Forgot that a managed-schema can be shared across many collections (potentially
hundreds) so that complicates the blocking idea. We could have the API call
block until a random active replica returns the expected zkversion using a new
endpoint I'm adding /schema/zkversion (with some timeout built-in to avoid
blocking too long). The idea here is that if 1 other replica has the update,
then likely all do, which is a little loose but this is just to alleviate the
need for a client application to add any polling code in the client side. In
other words, we'll block for a short amount of time (just enough that another
replica has the update) which should be sufficient and allow the client to
proceed with using the update.
Looked into the two-phase commit recipe in ZK and that seems like overkill for
this.
Seems to me like less coordination here is best? In other words, instead of the
core that accepts the update request worrying about all the other cores that
are going to see the update, it just assumes it will be successful. If any of
the remote cores fail in processing the update, then they mark themselves as
"down". This seems to solve the root of the problem raised by this ticket,
namely a replica using the wrong version of a managed schema. It's likely that
a replica that can't process a good update successfully will need some manual
intervention anyway (such as missing a JAR file or something).

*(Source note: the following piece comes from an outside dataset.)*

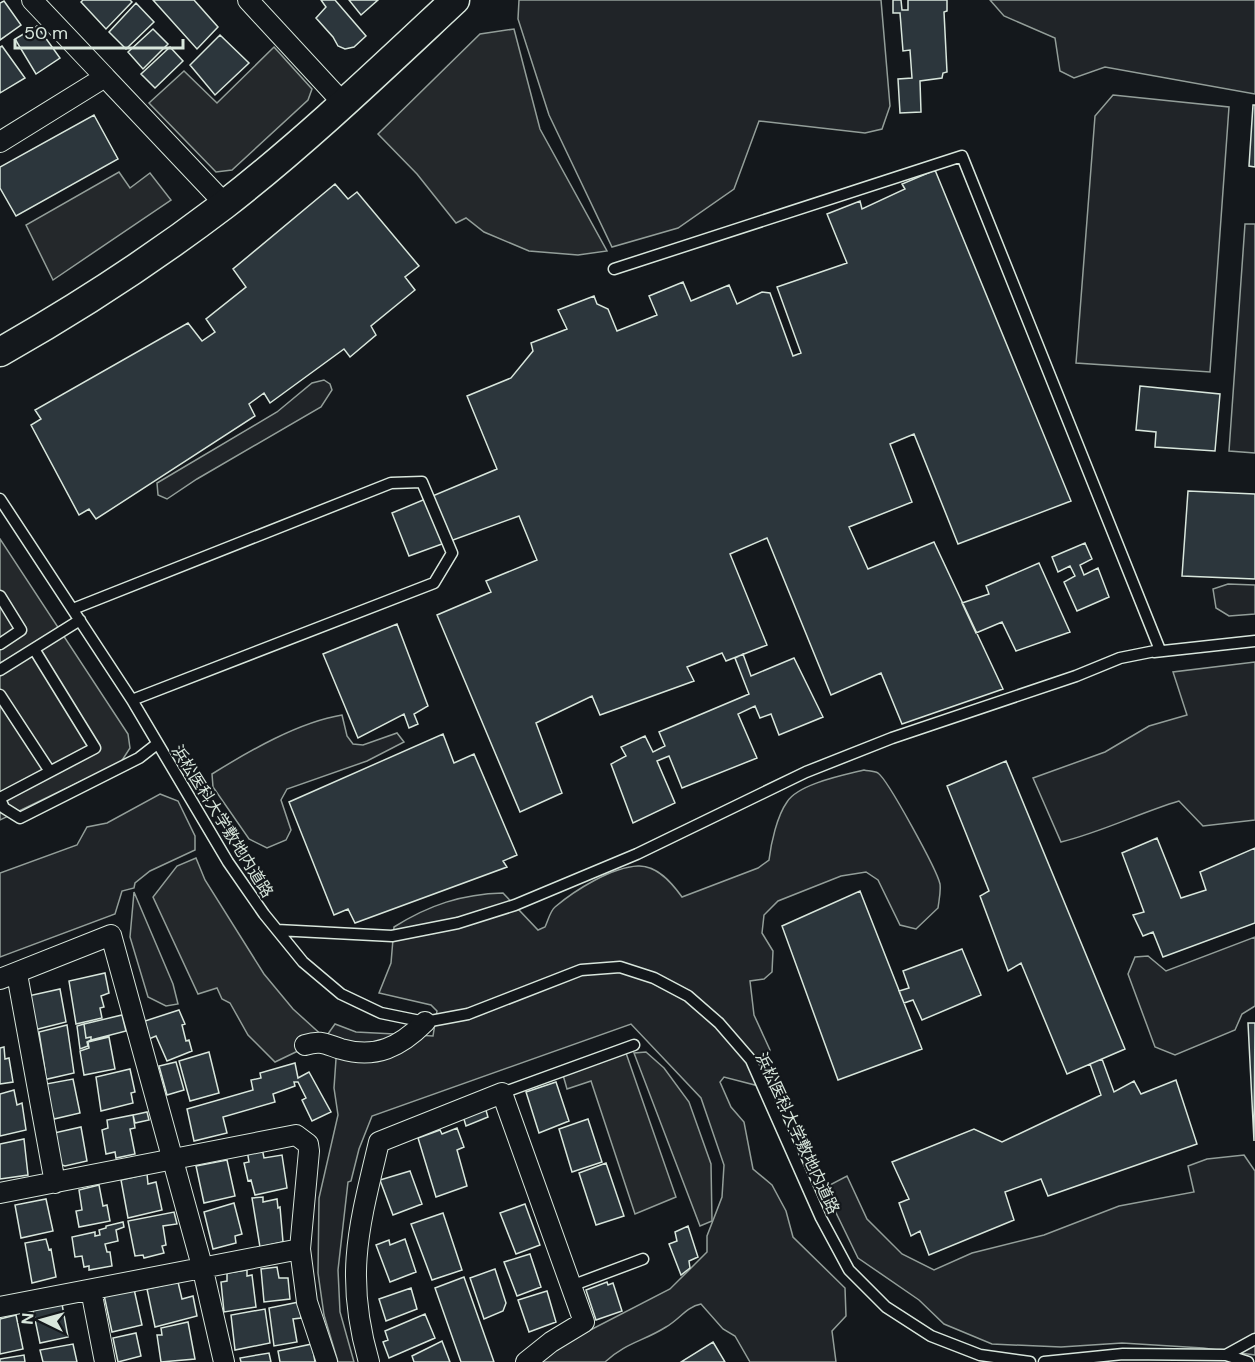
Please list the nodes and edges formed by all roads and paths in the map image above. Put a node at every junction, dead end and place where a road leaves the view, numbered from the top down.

> Schema API changes return success before all cores are updated
> --------------------------------------------------------------
>
> Key: SOLR-6249
> URL: https://issues.apache.org/jira/browse/SOLR-6249
> Project: Solr
> Issue Type: Improvement
> Components: Schema and Analysis, SolrCloud
> Reporter: Gregory Chanan
>
> See SOLR-6137 for more details.
> The basic issue is that Schema API changes return success when the first core
> is updated, but other cores asynchronously read the updated schema from
> ZooKeeper.
> So a client application could make a Schema API change and then index some
> documents based on the new schema that may fail on other nodes.
> Possible fixes:
> 1) Make the Schema API calls synchronous
> 2) Give the client some ability to track the state of the schema. They can
> already do this to a certain extent by checking the Schema API on all the
> replicas and verifying that the field has been added, though this is pretty
> cumbersome. Maybe it makes more sense to do this sort of thing on the
> collection level, i.e. Schema API changes return the zk version to the
> client. We add an API to return the current zk version. On a replica, if
> the zk version is >= the version the client has, the client knows that
> replica has at least seen the schema change. We could also provide an API to
> do the distribution and checking across the different replicas of the
> collection so that clients don't need ot do that themselves.